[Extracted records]
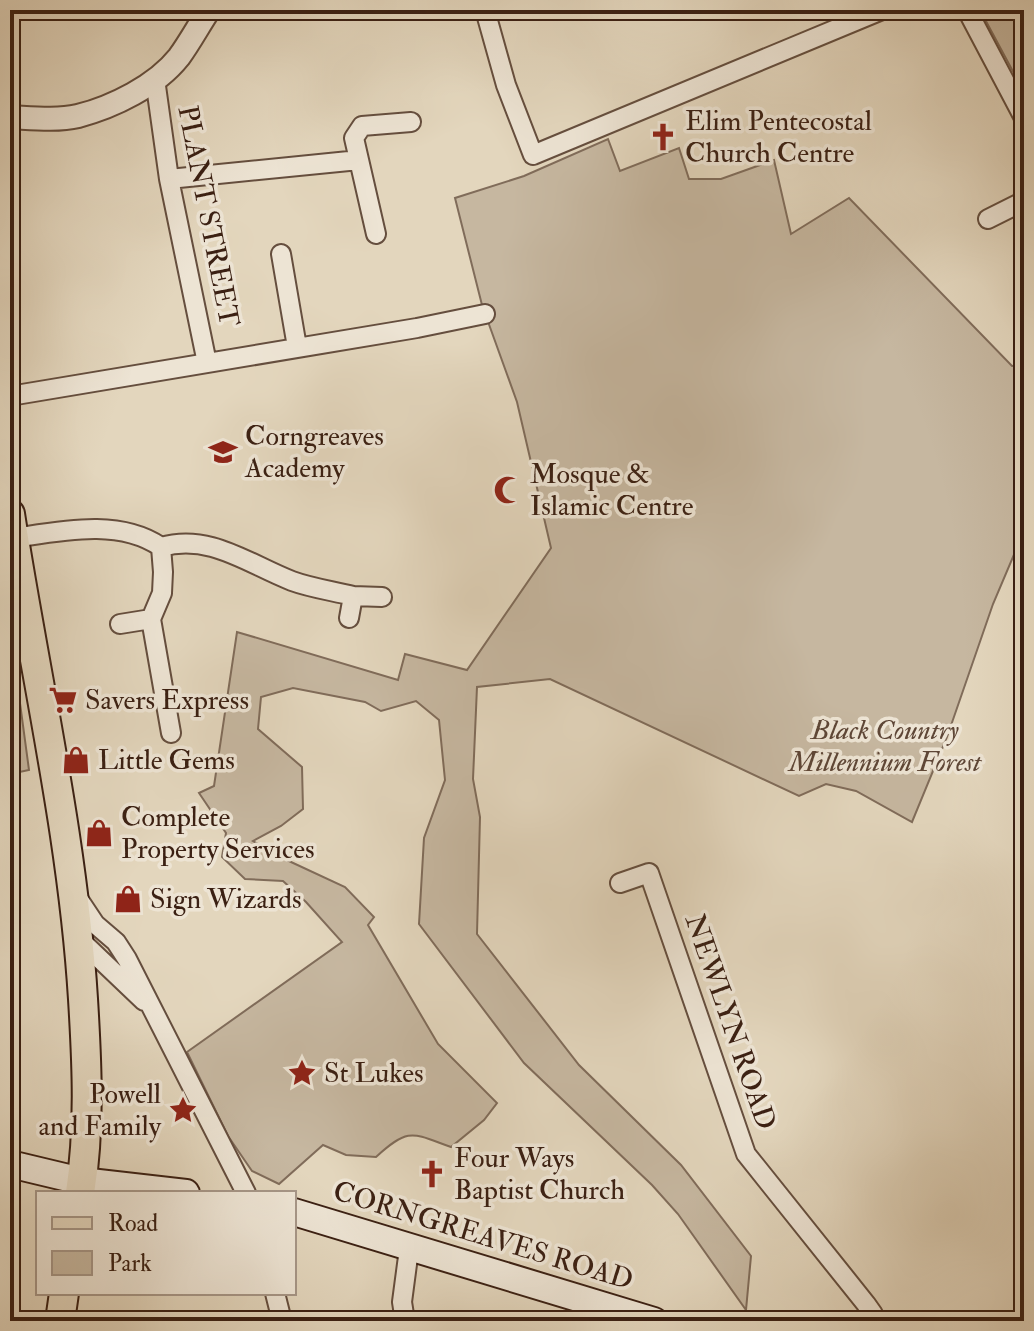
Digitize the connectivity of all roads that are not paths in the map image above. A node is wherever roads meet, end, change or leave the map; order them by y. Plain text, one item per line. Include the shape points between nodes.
1 (209, 10) edge
2 (485, 10) edge
3 (882, 10) edge
4 (967, 10) edge
5 (155, 79) junction
6 (10, 117) edge
7 (1024, 118) edge
8 (411, 122) dead end
9 (359, 160) junction
10 (169, 179) junction
11 (1024, 201) edge
12 (988, 219) dead end
13 (376, 234) dead end
14 (281, 254) dead end
15 (485, 314) dead end
16 (297, 347) junction
17 (207, 363) junction
18 (10, 396) edge
19 (12, 526) edge
20 (161, 547) junction
21 (353, 596) junction
22 (382, 597) dead end
23 (349, 618) dead end
24 (151, 619) junction
25 (120, 624) dead end
26 (21, 648) edge
27 (171, 733) dead end
28 (620, 883) dead end
29 (75, 895) junction
30 (80, 940) junction
31 (10, 1164) edge
32 (80, 1187) edge
33 (151, 1191) edge
34 (241, 1191) edge
35 (243, 1191) edge
36 (296, 1213) edge
37 (409, 1249) junction
38 (64, 1295) edge
39 (276, 1295) edge
40 (60, 1321) edge
41 (282, 1321) edge
42 (405, 1321) edge
43 (654, 1321) edge
44 (873, 1321) edge

1 - 5 street via 178,59
2 - 3 street via 533,155
4 - 7 street
5 - 6 street via 77,117
5 - 10 street, PLANT STREET
8 - 9 street via 362,126 354,138
9 - 10 street
9 - 13 street
10 - 17 street, PLANT STREET
11 - 12 street
14 - 16 street
15 - 16 street, PLANT STREET
16 - 17 street, PLANT STREET
17 - 18 street, PLANT STREET
19 - 20 street via 126,532
19 - 26 main road
20 - 21 street via 201,543 297,583
20 - 24 street via 162,593
21 - 22 street
21 - 23 street
24 - 25 street
24 - 27 street
26 - 29 main road
28 - 44 street, NEWLYN ROAD via 649,873 746,1154 866,1304
29 - 30 main road
29 - 35 street via 127,959
30 - 32 main road via 87,1111
30 - 34 street via 142,996 234,1187
31 - 32 main road
32 - 33 main road
36 - 37 main road, CORNGREAVES ROAD
37 - 42 street via 402,1302
37 - 43 main road, CORNGREAVES ROAD
38 - 40 main road
39 - 41 street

** Try it **
Return the lines above that include the string "CORNGREAVES".

** Your solution **
36 - 37 main road, CORNGREAVES ROAD
37 - 43 main road, CORNGREAVES ROAD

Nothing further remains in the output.